Wednesday, January 30, 2008

Incredible Ingestables

Hunting a unicorn is much more difficult than you would ever imagine. I have been carrying and concealing a semi-automatic for many years and have yet to grill unicorn breast on my George Foreman. Most game-hunters prefer to prey on the common deer or elephant, but killing wild animals loses its luster. I prefer to hunt magical animals. Care to join me? If you aren't comfortable meeting a stranger with a semi-automatic, I understand. I learned that lesson the hard way; still, it is my belief that no one should miss the opportunity to slaughter a unicorn if they are given the opportunity. Here are a few tips to get started.

1. Find a Unicorn. When you do, let me know where and when. This may be the most difficult step because unicorns are very rare. Have you seen one?

2. Make Peace with the Unicorn. There is a long history of unicorn oppression. These creatures have been ridiculed and taunted for many years. Children's stories depict them as gay pony types that frolic about and fly people around. Indeed, the unicorn does look a bit gay but in the same way that leprechauns seem gay chasing rainbows and obsessing over riddles. Tell the unicorn it looks nice and incredibly heterosexual. More than anything, hunting unicorns is about love.

3. Trick the Unicorn. This may involve a lasso or bear trap. Plan ahead so that the unicorn doesn't suspect anything. They are very intuitive creatures that smell bullshit on your breath. A single false move could have you impaled on its colorful swirly magical horn.

4. Shoot it. Use golden bullets.

5. Spit on it. This is so degrading that any magical spells or curses will escape the humiliated unicorn's filthy stinking carcass.

6. Gut, Filet, and Feast.

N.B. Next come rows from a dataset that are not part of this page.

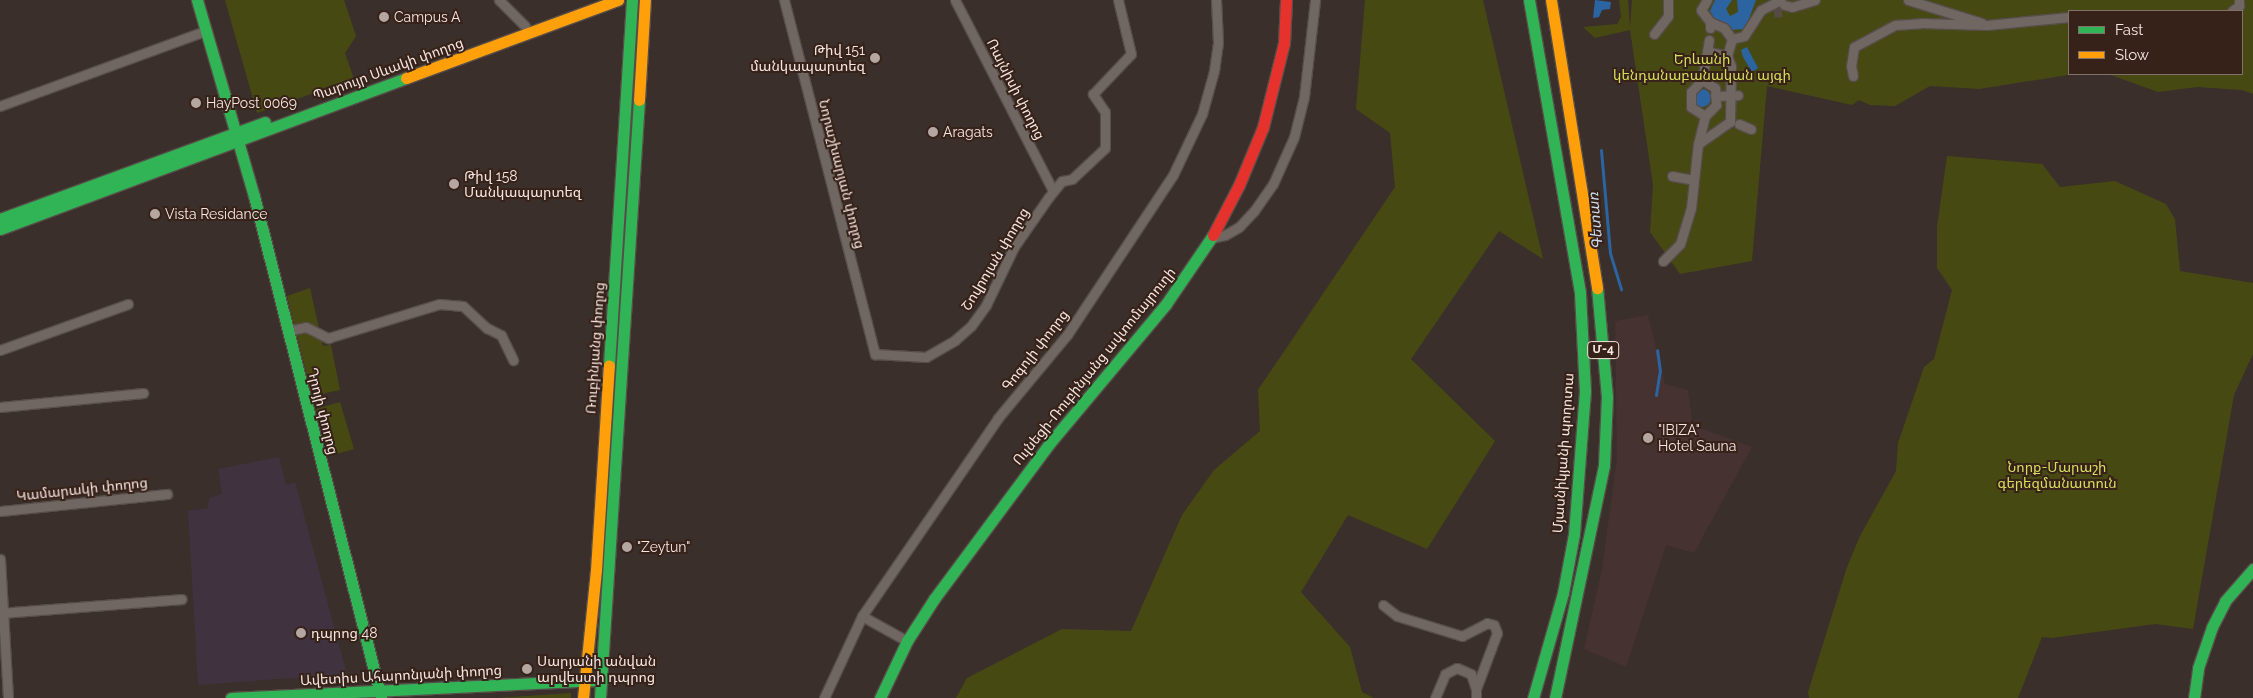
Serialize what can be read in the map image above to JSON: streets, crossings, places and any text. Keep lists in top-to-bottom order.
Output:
{
  "streets": {
    "main road": [
      "Պարույր Սևակի փողոց",
      "Ռուբինյանց փողոց",
      "Մ-4",
      "Ուլնեցի-Ռուբինյանց ավտոմայրուղի",
      "Դրոյի փողոց",
      "Մյասնիկյանի պողոտա",
      "Ավետիս Ահարոնյանի փողոց"
    ],
    "street": [
      "Ռայնիսի փողոց",
      "Նորաշխարյան փողոց",
      "Շովրոյան փողոց",
      "Գոգոլի փողոց",
      "Կամարակի փողոց"
    ]
  },
  "crossings": [
    ["Պարույր Սևակի փողոց", "Դրոյի փողոց"],
    ["Ռայնիսի փողոց", "Շովրոյան փողոց"],
    ["Նորաշխարյան փողոց", "Շովրոյան փողոց"],
    ["Ռուբինյանց փողոց", "Ավետիս Ահարոնյանի փողոց"],
    ["Դրոյի փողոց", "Ավետիս Ահարոնյանի փողոց"]
  ],
  "water": ["Գետառ"],
  "parks": ["Երևանի կենդանաբանական այգի", "Նորք-Մարաշի գերեզմանատուն"],
  "places": [
    "Campus A",
    "Թիվ 151 մանկապարտեզ",
    "HayPost 0069",
    "Aragats",
    "Թիվ 158 Մանկապարտեզ",
    "Vista Residance",
    "\"IBIZA\" Hotel Sauna",
    "\"Zeytun\"",
    "դպրոց 48",
    "Սարյանի անվան արվեստի դպրոց"
  ],
  "legend": ["Fast", "Slow"]
}
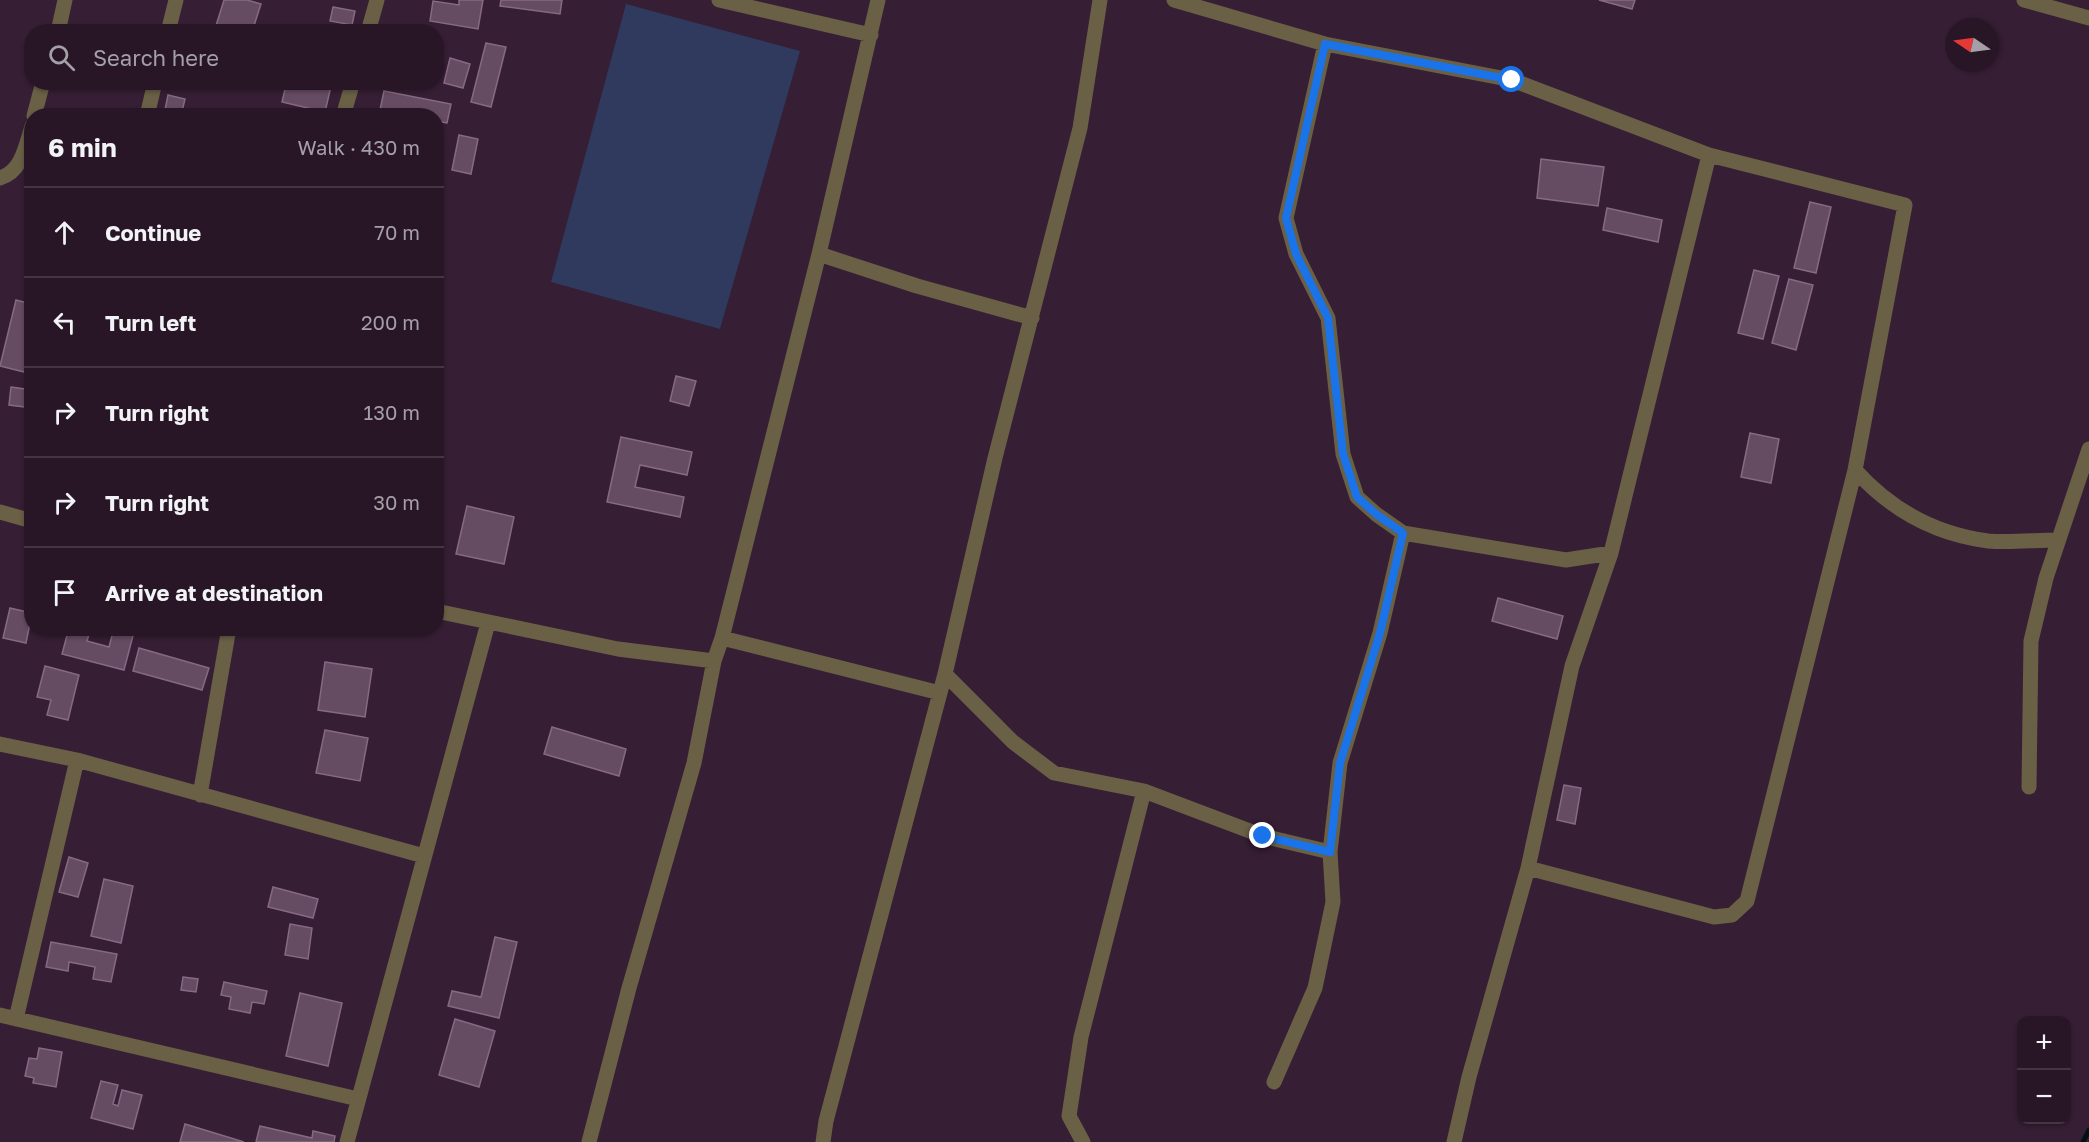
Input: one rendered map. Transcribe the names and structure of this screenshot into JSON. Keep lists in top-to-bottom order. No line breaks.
{"north":"left","page":{"search":"Search here","heading":["6 min","Walk · 430 m"],"list":[["Continue","70 m"],["Turn left","200 m"],["Turn right","130 m"],["Turn right","30 m"],"Arrive at destination"],"map_buttons":["+","−"]}}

You are now ready to enjoy unicorn how God intended: marinated in its own juices and grilled. Goes well with minotaur hoof bruschetta. Don't forget to sell sugary unicorn horn to children with money.

Thursday, January 24, 2008

Most Extreme

Extreme doors are opened and the epic battle between good and evil swings into colossal destructive action breaking jaws and cracking skulls. Power forces chain reactions and molten lightning rains up from the earth toward the sky. Demons and dragons stalk men like helpless mice writhing in traps, quivering in the cowardess of certain death fate explosion.

The funktastic magic mustard truck drove 20,000 kilometers swerving at sonic speeds and diving down chunky stone cliff side mountain roads with funky finesse. the highest winds in the world breathing down the back of Death Eater Peter the Supernova Navigator and making his microscopic hairs raise. "Saddlebag turbo teeter and tumble time sweeps this planet faster than a galactic solar blast blazing lightyears away and colliding with infinte possibility potential. Shit, we need gas!" says Pete. Rita Frida Pork Monkey Sunflower Punk counts the stars and pinpoints a BP 13 kilometers away. "We'll never make it Supernova Navigator!" The gas light fails and the future is fleeting. "When the nightfalls and doom welts my soul with a fishhook and copper wire i cry conquered kingdom moat tear drops and wail deep dinosaur extinction sob story sounds like Pickakwehh Pow Wew Wehhh!"